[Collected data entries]
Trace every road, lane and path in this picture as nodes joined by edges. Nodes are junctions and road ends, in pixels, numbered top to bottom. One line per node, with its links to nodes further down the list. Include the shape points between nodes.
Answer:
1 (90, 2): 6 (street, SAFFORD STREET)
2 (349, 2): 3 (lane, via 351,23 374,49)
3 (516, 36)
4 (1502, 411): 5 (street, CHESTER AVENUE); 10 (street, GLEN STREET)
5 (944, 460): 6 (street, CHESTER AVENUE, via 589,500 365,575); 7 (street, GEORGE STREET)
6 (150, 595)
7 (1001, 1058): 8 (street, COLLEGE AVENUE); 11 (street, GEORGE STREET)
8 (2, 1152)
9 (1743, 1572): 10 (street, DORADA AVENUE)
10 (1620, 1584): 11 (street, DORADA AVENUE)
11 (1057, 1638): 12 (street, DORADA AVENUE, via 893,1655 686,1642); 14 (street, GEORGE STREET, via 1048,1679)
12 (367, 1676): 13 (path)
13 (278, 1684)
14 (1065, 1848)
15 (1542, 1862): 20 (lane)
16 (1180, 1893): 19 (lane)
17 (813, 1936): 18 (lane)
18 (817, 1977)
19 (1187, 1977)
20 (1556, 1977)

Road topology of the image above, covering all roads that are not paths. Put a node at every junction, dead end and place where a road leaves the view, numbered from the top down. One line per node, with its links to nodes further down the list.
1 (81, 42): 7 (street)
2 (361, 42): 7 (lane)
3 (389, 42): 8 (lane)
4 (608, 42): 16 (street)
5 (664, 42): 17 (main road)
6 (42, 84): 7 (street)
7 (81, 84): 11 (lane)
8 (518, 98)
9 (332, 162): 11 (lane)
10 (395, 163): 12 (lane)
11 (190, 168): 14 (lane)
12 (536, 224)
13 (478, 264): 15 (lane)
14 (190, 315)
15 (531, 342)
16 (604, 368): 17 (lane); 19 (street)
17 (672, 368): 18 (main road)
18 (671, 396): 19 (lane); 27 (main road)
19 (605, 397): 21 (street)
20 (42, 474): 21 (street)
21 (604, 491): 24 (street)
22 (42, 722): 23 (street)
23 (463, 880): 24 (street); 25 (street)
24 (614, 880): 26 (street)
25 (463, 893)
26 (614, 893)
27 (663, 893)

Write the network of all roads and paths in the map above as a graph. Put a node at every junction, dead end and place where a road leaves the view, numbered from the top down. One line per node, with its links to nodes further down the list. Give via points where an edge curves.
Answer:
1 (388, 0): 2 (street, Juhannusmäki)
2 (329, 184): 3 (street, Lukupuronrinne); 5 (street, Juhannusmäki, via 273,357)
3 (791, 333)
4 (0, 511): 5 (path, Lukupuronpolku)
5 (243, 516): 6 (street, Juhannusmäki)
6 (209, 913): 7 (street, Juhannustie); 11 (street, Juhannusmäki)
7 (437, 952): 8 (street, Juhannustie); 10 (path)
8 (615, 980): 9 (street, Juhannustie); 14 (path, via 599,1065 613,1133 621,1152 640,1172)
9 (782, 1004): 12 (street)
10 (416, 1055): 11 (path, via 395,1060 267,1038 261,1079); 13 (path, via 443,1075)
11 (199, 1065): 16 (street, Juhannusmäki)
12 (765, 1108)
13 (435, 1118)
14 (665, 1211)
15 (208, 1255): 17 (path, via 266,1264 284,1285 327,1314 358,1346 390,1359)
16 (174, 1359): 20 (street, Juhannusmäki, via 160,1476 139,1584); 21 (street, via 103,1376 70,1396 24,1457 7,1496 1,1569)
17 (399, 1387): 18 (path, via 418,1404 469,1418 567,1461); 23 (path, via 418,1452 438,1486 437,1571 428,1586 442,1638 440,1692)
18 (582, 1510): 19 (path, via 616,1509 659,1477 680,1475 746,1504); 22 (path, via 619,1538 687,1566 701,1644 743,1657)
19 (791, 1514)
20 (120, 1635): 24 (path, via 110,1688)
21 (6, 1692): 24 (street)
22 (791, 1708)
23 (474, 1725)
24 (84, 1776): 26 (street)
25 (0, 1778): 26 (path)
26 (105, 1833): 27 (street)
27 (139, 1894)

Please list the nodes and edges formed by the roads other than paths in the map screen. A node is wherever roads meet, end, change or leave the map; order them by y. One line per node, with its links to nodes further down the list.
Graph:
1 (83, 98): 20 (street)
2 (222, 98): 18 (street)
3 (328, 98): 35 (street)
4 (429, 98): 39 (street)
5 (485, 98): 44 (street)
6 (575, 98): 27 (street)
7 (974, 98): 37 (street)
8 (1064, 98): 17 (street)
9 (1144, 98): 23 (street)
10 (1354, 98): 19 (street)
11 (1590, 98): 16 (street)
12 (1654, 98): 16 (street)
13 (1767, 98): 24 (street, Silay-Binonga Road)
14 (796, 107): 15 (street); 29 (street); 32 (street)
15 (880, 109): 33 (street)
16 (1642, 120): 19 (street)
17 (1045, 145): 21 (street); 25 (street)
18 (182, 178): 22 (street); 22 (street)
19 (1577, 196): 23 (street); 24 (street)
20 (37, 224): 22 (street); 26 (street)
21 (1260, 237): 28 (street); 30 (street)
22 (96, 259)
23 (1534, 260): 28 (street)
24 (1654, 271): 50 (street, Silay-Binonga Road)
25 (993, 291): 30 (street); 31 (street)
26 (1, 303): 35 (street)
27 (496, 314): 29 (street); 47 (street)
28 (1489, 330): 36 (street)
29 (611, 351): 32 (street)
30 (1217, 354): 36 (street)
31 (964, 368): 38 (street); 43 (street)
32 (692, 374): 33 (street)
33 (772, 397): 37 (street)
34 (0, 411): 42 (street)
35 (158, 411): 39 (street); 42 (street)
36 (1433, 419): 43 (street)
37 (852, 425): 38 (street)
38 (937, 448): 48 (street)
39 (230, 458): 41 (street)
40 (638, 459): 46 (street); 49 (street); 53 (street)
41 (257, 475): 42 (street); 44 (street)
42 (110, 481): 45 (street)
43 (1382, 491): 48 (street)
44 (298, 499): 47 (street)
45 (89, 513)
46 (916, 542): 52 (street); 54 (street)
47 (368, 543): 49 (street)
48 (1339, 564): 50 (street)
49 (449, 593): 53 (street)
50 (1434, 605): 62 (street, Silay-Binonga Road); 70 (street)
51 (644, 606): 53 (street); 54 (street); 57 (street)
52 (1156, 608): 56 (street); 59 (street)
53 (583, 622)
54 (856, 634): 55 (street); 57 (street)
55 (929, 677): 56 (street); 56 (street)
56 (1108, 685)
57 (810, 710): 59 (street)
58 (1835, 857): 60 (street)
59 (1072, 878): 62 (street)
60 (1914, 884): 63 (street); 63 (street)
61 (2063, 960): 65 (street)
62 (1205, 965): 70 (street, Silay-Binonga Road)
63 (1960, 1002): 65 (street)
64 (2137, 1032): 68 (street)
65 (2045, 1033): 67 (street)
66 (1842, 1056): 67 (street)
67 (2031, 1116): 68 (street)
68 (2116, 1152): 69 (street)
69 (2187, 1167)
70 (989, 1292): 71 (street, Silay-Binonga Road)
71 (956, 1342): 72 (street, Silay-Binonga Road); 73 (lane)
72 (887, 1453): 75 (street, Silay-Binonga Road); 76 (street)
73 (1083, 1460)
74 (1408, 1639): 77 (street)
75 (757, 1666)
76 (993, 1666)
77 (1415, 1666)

(Exercise objective): Nothing in the records above may be left out when you repeat them exactly.

(Result):
Trace every road, lane and path in this picture as nodes joined by edges. Nodes are junctions and road ends, in pixels, numbered top to bottom. One line per node, with its links to nodes further down the list. Include the shape points between nodes.
Answer:
1 (90, 2): 6 (street, SAFFORD STREET)
2 (349, 2): 3 (lane, via 351,23 374,49)
3 (516, 36)
4 (1502, 411): 5 (street, CHESTER AVENUE); 10 (street, GLEN STREET)
5 (944, 460): 6 (street, CHESTER AVENUE, via 589,500 365,575); 7 (street, GEORGE STREET)
6 (150, 595)
7 (1001, 1058): 8 (street, COLLEGE AVENUE); 11 (street, GEORGE STREET)
8 (2, 1152)
9 (1743, 1572): 10 (street, DORADA AVENUE)
10 (1620, 1584): 11 (street, DORADA AVENUE)
11 (1057, 1638): 12 (street, DORADA AVENUE, via 893,1655 686,1642); 14 (street, GEORGE STREET, via 1048,1679)
12 (367, 1676): 13 (path)
13 (278, 1684)
14 (1065, 1848)
15 (1542, 1862): 20 (lane)
16 (1180, 1893): 19 (lane)
17 (813, 1936): 18 (lane)
18 (817, 1977)
19 (1187, 1977)
20 (1556, 1977)

Road topology of the image above, covering all roads that are not paths. Put a node at every junction, dead end and place where a road leaves the view, numbered from the top down. One line per node, with its links to nodes further down the list.
1 (81, 42): 7 (street)
2 (361, 42): 7 (lane)
3 (389, 42): 8 (lane)
4 (608, 42): 16 (street)
5 (664, 42): 17 (main road)
6 (42, 84): 7 (street)
7 (81, 84): 11 (lane)
8 (518, 98)
9 (332, 162): 11 (lane)
10 (395, 163): 12 (lane)
11 (190, 168): 14 (lane)
12 (536, 224)
13 (478, 264): 15 (lane)
14 (190, 315)
15 (531, 342)
16 (604, 368): 17 (lane); 19 (street)
17 (672, 368): 18 (main road)
18 (671, 396): 19 (lane); 27 (main road)
19 (605, 397): 21 (street)
20 (42, 474): 21 (street)
21 (604, 491): 24 (street)
22 (42, 722): 23 (street)
23 (463, 880): 24 (street); 25 (street)
24 (614, 880): 26 (street)
25 (463, 893)
26 (614, 893)
27 (663, 893)

Write the network of all roads and paths in the map above as a graph. Put a node at every junction, dead end and place where a road leaves the view, numbered from the top down. One line per node, with its links to nodes further down the list. Give via points where an edge curves.
Answer:
1 (388, 0): 2 (street, Juhannusmäki)
2 (329, 184): 3 (street, Lukupuronrinne); 5 (street, Juhannusmäki, via 273,357)
3 (791, 333)
4 (0, 511): 5 (path, Lukupuronpolku)
5 (243, 516): 6 (street, Juhannusmäki)
6 (209, 913): 7 (street, Juhannustie); 11 (street, Juhannusmäki)
7 (437, 952): 8 (street, Juhannustie); 10 (path)
8 (615, 980): 9 (street, Juhannustie); 14 (path, via 599,1065 613,1133 621,1152 640,1172)
9 (782, 1004): 12 (street)
10 (416, 1055): 11 (path, via 395,1060 267,1038 261,1079); 13 (path, via 443,1075)
11 (199, 1065): 16 (street, Juhannusmäki)
12 (765, 1108)
13 (435, 1118)
14 (665, 1211)
15 (208, 1255): 17 (path, via 266,1264 284,1285 327,1314 358,1346 390,1359)
16 (174, 1359): 20 (street, Juhannusmäki, via 160,1476 139,1584); 21 (street, via 103,1376 70,1396 24,1457 7,1496 1,1569)
17 (399, 1387): 18 (path, via 418,1404 469,1418 567,1461); 23 (path, via 418,1452 438,1486 437,1571 428,1586 442,1638 440,1692)
18 (582, 1510): 19 (path, via 616,1509 659,1477 680,1475 746,1504); 22 (path, via 619,1538 687,1566 701,1644 743,1657)
19 (791, 1514)
20 (120, 1635): 24 (path, via 110,1688)
21 (6, 1692): 24 (street)
22 (791, 1708)
23 (474, 1725)
24 (84, 1776): 26 (street)
25 (0, 1778): 26 (path)
26 (105, 1833): 27 (street)
27 (139, 1894)

Please list the nodes and edges formed by the roads other than paths in the map screen. A node is wherever roads meet, end, change or leave the map; order them by y. One line per node, with its links to nodes further down the list.
Graph:
1 (83, 98): 20 (street)
2 (222, 98): 18 (street)
3 (328, 98): 35 (street)
4 (429, 98): 39 (street)
5 (485, 98): 44 (street)
6 (575, 98): 27 (street)
7 (974, 98): 37 (street)
8 (1064, 98): 17 (street)
9 (1144, 98): 23 (street)
10 (1354, 98): 19 (street)
11 (1590, 98): 16 (street)
12 (1654, 98): 16 (street)
13 (1767, 98): 24 (street, Silay-Binonga Road)
14 (796, 107): 15 (street); 29 (street); 32 (street)
15 (880, 109): 33 (street)
16 (1642, 120): 19 (street)
17 (1045, 145): 21 (street); 25 (street)
18 (182, 178): 22 (street); 22 (street)
19 (1577, 196): 23 (street); 24 (street)
20 (37, 224): 22 (street); 26 (street)
21 (1260, 237): 28 (street); 30 (street)
22 (96, 259)
23 (1534, 260): 28 (street)
24 (1654, 271): 50 (street, Silay-Binonga Road)
25 (993, 291): 30 (street); 31 (street)
26 (1, 303): 35 (street)
27 (496, 314): 29 (street); 47 (street)
28 (1489, 330): 36 (street)
29 (611, 351): 32 (street)
30 (1217, 354): 36 (street)
31 (964, 368): 38 (street); 43 (street)
32 (692, 374): 33 (street)
33 (772, 397): 37 (street)
34 (0, 411): 42 (street)
35 (158, 411): 39 (street); 42 (street)
36 (1433, 419): 43 (street)
37 (852, 425): 38 (street)
38 (937, 448): 48 (street)
39 (230, 458): 41 (street)
40 (638, 459): 46 (street); 49 (street); 53 (street)
41 (257, 475): 42 (street); 44 (street)
42 (110, 481): 45 (street)
43 (1382, 491): 48 (street)
44 (298, 499): 47 (street)
45 (89, 513)
46 (916, 542): 52 (street); 54 (street)
47 (368, 543): 49 (street)
48 (1339, 564): 50 (street)
49 (449, 593): 53 (street)
50 (1434, 605): 62 (street, Silay-Binonga Road); 70 (street)
51 (644, 606): 53 (street); 54 (street); 57 (street)
52 (1156, 608): 56 (street); 59 (street)
53 (583, 622)
54 (856, 634): 55 (street); 57 (street)
55 (929, 677): 56 (street); 56 (street)
56 (1108, 685)
57 (810, 710): 59 (street)
58 (1835, 857): 60 (street)
59 (1072, 878): 62 (street)
60 (1914, 884): 63 (street); 63 (street)
61 (2063, 960): 65 (street)
62 (1205, 965): 70 (street, Silay-Binonga Road)
63 (1960, 1002): 65 (street)
64 (2137, 1032): 68 (street)
65 (2045, 1033): 67 (street)
66 (1842, 1056): 67 (street)
67 (2031, 1116): 68 (street)
68 (2116, 1152): 69 (street)
69 (2187, 1167)
70 (989, 1292): 71 (street, Silay-Binonga Road)
71 (956, 1342): 72 (street, Silay-Binonga Road); 73 (lane)
72 (887, 1453): 75 (street, Silay-Binonga Road); 76 (street)
73 (1083, 1460)
74 (1408, 1639): 77 (street)
75 (757, 1666)
76 (993, 1666)
77 (1415, 1666)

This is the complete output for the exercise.